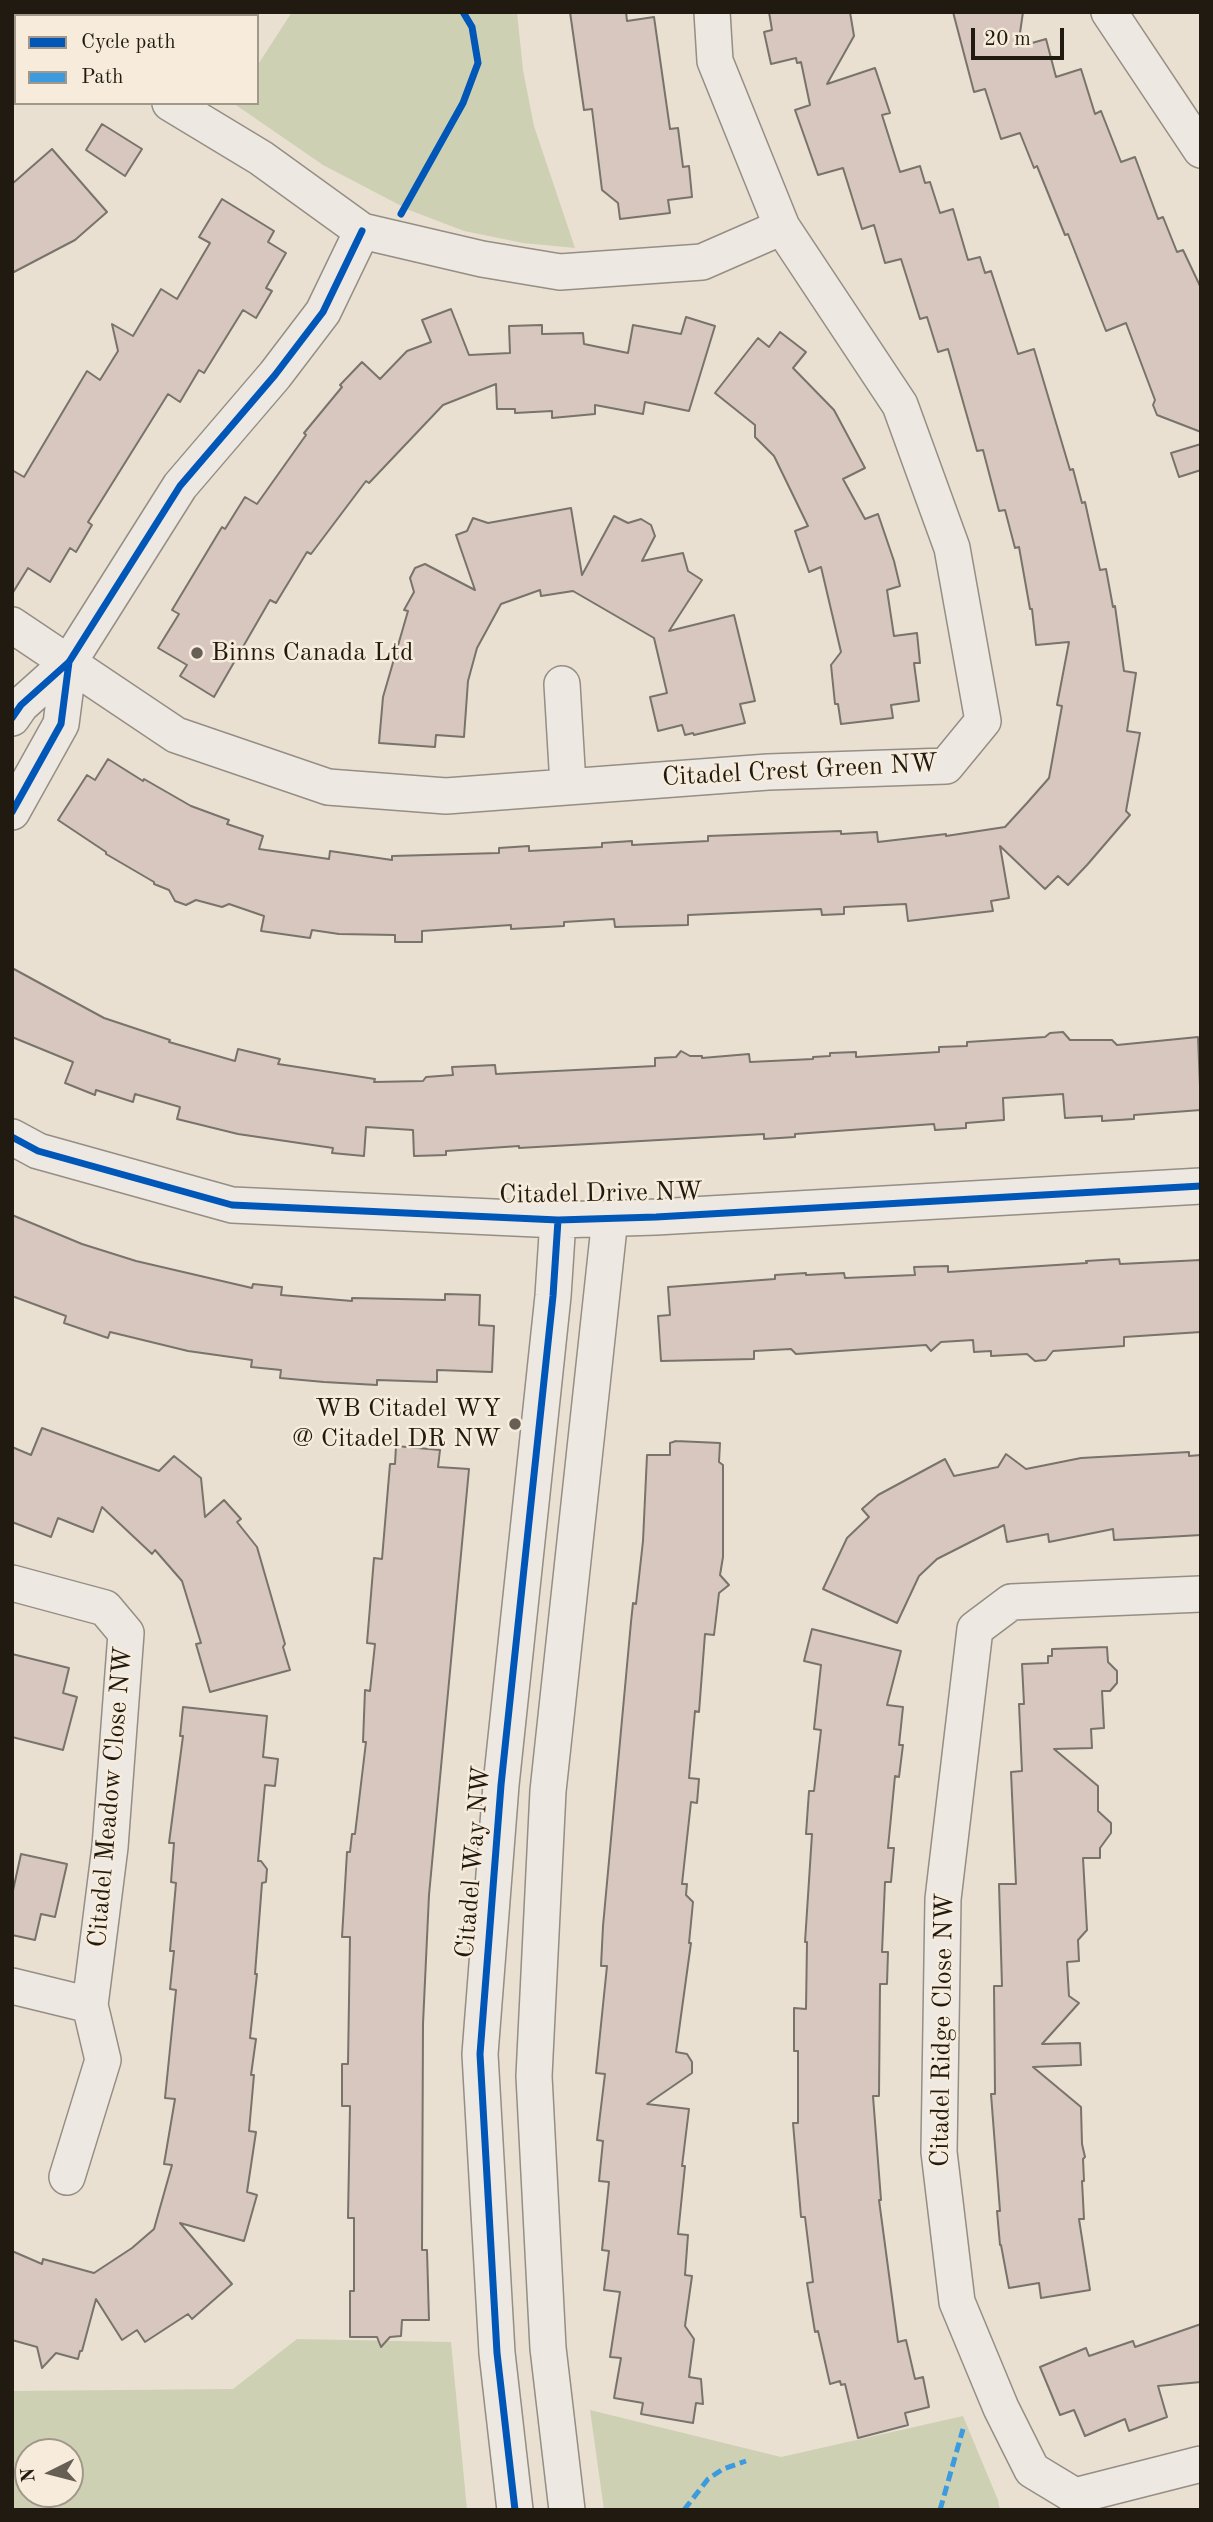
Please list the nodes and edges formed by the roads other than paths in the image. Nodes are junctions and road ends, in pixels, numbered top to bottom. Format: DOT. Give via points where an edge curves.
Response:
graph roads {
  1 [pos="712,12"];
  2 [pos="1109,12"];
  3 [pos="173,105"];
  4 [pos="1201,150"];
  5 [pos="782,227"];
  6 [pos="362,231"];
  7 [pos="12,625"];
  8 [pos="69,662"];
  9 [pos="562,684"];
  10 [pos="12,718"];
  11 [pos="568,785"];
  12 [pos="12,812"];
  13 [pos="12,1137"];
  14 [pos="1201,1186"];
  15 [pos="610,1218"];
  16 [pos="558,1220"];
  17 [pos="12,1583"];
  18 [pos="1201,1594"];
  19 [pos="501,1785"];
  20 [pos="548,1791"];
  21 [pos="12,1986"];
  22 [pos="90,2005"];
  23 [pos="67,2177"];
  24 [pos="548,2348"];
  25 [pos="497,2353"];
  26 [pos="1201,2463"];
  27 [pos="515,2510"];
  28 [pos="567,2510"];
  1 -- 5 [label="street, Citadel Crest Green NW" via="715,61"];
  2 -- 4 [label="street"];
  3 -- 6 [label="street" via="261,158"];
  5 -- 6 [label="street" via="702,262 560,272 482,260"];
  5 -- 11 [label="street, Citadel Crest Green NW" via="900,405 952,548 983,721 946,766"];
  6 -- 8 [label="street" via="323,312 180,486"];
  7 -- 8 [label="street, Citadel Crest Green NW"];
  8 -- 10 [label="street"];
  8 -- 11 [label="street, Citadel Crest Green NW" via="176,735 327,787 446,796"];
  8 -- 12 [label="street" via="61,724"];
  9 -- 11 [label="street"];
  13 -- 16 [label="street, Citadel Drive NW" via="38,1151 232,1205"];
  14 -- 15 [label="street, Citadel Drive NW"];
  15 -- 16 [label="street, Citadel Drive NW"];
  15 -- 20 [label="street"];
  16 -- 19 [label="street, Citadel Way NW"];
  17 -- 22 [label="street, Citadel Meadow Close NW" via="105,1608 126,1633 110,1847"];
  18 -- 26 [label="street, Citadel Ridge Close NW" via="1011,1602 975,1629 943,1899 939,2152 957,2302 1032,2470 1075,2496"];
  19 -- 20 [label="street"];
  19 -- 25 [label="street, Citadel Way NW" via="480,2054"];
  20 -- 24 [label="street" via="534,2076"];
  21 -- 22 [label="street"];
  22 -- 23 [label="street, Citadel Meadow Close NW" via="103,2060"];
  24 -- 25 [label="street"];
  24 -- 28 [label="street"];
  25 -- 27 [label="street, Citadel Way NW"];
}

******

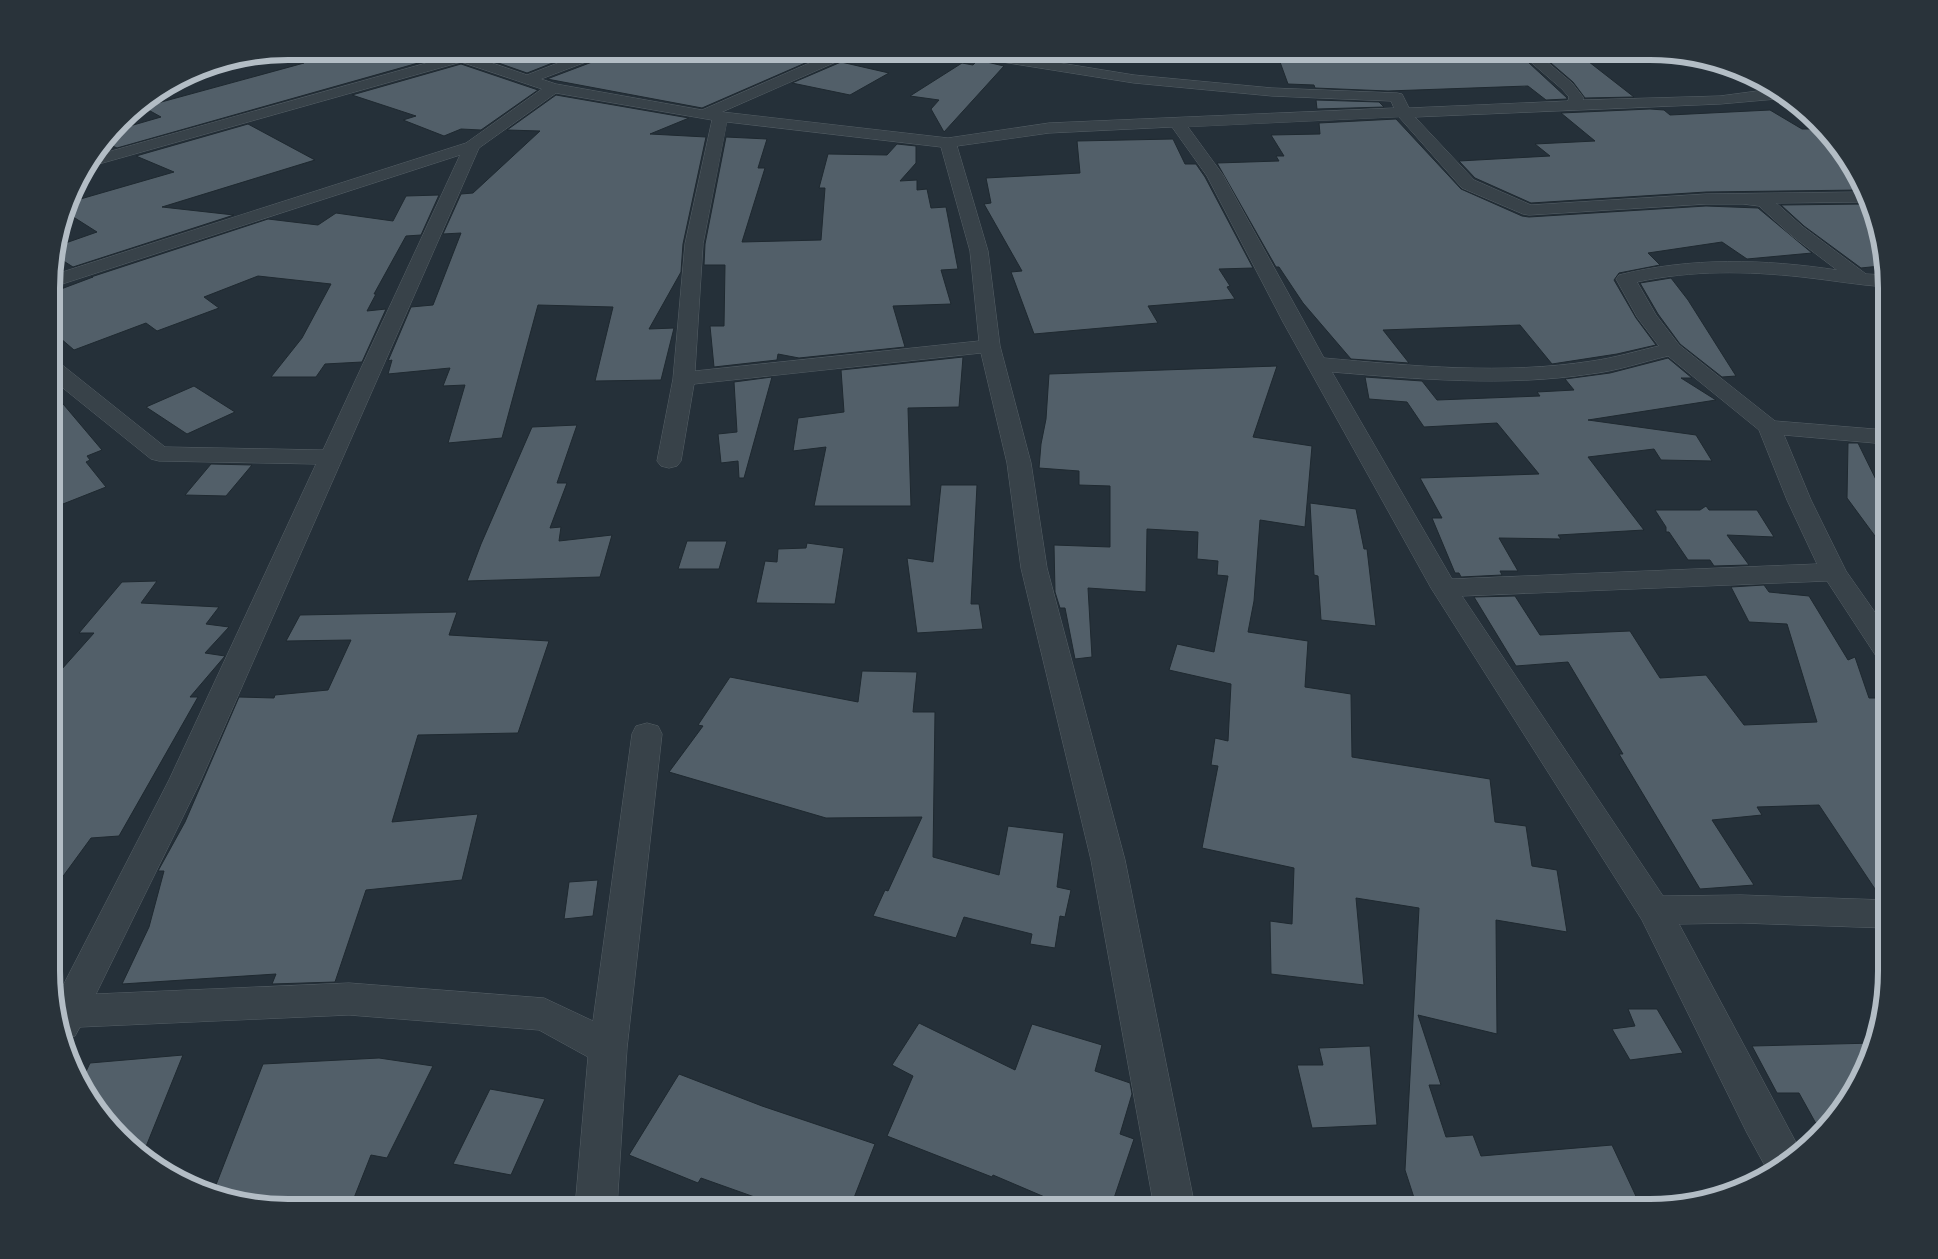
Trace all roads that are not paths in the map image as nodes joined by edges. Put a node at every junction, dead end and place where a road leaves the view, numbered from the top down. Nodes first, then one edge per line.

******

§ **What the task asks**:
When a line of the entries above contains the word "paths", include it in a tally, then give that tally alone.

§ **Expected answer**:
2